To try to help my understanding of the difference between the “Cross tab” and “Transpose” tool in Alteryx I wanted to write about it. I believe trying to teach or help others understand what was learnt is the best way to learn yourself.
In university, I worked a lot with statistics and with data using a programme called Stata. In Stata I had options to reorganise data which the likes of Alteryx can do, but with less ease and customisability. The Tools were called a bit different, but it helped me understand what I had to do, for example, there was a transpose option: wide-to-long, and a transpose option: long-to-wide. Alteryx does not call them by these expressions, but it does show it through the tool’s symbol.
Cross Tab (Long-to-Wide)
This tool has 5 parts to it:
- Grouping data by value(s)
- Changing the column headers
- Value for the new columns
- Method for aggregation
- The separator used (If string data)
So what does it all mean? If we have a few columns, like this numeric data example, and we wanted to group ages together with how much the different categories made over the whole year, the Cross Tab tool can do this. First Select the “Age Range” as the data to group by, then select the column headers to “Category”, then select the values for the new column as “Average Monthly Sales”, lastly aggregate (or group) the values over the 12 months by sum to get the single-year value. The end result should look like this. What I love about this tool is that there is no “hard coding” so to say, and relies on the user selecting from a dropdown what they would like to do. We could have for example selected an average too.
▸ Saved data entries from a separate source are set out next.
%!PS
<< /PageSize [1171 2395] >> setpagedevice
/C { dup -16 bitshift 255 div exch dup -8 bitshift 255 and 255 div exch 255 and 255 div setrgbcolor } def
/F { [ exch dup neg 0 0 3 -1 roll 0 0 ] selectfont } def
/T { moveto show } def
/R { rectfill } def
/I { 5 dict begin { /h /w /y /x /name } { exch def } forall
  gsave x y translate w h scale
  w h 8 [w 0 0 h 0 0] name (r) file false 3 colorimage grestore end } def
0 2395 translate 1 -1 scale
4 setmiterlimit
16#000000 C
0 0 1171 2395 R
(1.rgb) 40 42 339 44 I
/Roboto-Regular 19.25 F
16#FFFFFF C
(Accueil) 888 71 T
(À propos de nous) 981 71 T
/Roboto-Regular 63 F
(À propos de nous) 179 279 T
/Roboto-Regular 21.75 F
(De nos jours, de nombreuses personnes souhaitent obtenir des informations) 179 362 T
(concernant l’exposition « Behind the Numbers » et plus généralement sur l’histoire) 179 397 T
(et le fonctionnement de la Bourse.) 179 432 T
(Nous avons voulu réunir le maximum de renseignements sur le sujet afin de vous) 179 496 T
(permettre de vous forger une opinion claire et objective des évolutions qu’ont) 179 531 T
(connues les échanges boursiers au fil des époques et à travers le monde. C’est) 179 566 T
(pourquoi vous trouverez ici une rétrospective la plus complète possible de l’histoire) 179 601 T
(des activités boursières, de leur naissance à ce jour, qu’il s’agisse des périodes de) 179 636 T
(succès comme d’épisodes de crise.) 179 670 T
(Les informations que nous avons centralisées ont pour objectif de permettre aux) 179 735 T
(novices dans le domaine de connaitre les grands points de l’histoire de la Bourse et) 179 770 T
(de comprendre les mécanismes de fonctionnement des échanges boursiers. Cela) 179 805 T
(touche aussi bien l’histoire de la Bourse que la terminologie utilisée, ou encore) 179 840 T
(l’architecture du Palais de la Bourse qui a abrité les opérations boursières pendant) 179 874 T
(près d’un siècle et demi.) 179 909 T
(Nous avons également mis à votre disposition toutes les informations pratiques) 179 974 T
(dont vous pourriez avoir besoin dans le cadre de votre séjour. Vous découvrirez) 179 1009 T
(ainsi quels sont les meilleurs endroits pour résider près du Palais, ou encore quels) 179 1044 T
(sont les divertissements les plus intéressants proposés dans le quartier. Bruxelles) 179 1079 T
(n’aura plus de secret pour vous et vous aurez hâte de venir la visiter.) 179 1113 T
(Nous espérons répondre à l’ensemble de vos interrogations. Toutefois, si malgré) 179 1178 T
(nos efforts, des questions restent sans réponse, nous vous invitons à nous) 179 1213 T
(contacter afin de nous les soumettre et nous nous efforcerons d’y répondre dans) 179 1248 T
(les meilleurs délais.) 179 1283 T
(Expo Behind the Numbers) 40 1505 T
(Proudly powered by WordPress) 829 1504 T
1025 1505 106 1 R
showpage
If we were to have a string data example like here and wanted to see what the name of each president and what office they held for how long, the cross tab tool could also do this easily. First group by president number and office together, so that these key columns stay present later. Then change column headers to “Field type” with “Value” being the value for the new columns. Aggregate data by “First” using the comma separator: “,”. Name is automatically created here, so don’t be worried about where that came from. Also in this example, it did matter how we aggregated data, we could not have done it by concatenation (Joining it together), then we would get 2 names in one cell separated by a comma, if say a different vice-president served under the same president (See Aaron Burr, and George Clinton under Thomas Jefferson). The end result should look like this.
Of course, this data is pre-made with name, dates and values already there for us to transpose, in a later blog post I may show how to combine data sets so to show the true potential of the cross tab tool. In essence, this tool groups a data column and the values of another column by some sort of an aggregation.
This tool has 3 parts to it:
- Key Columns
- Data Columns
- What to do with missing fields
The Transpose tool is also very useful as Tableau, a data visualisation software used at the Data School, likes vertical data better, in the sense that it can be easier to set up and visualise. Using the same numeric data as before to keep things simple. If we select the “Product”, “Category”, “Age Range”, to keep as key columns, they will not be eliminated and used as values. Under the data columns section select the months. When the workflow is run we see “Product”, “Category”, “Age Range”, “Name”, and “Value” columns. We should see this. One could use another tool to sort this data, like sort or filter if you wanted sales above a certain threshold. With missing fields, I have selected the “Ignore option’ as missing fields could indicate a value of 0.
In essence, this tool groups column headers into one row and matches them to specified key columns you have chosen to keep.
I hope the examples helped to make the tools a bit easier to understand. With some datasets, years or time may be individual across multiple columns, whereas to analyse the data we may want it across rows.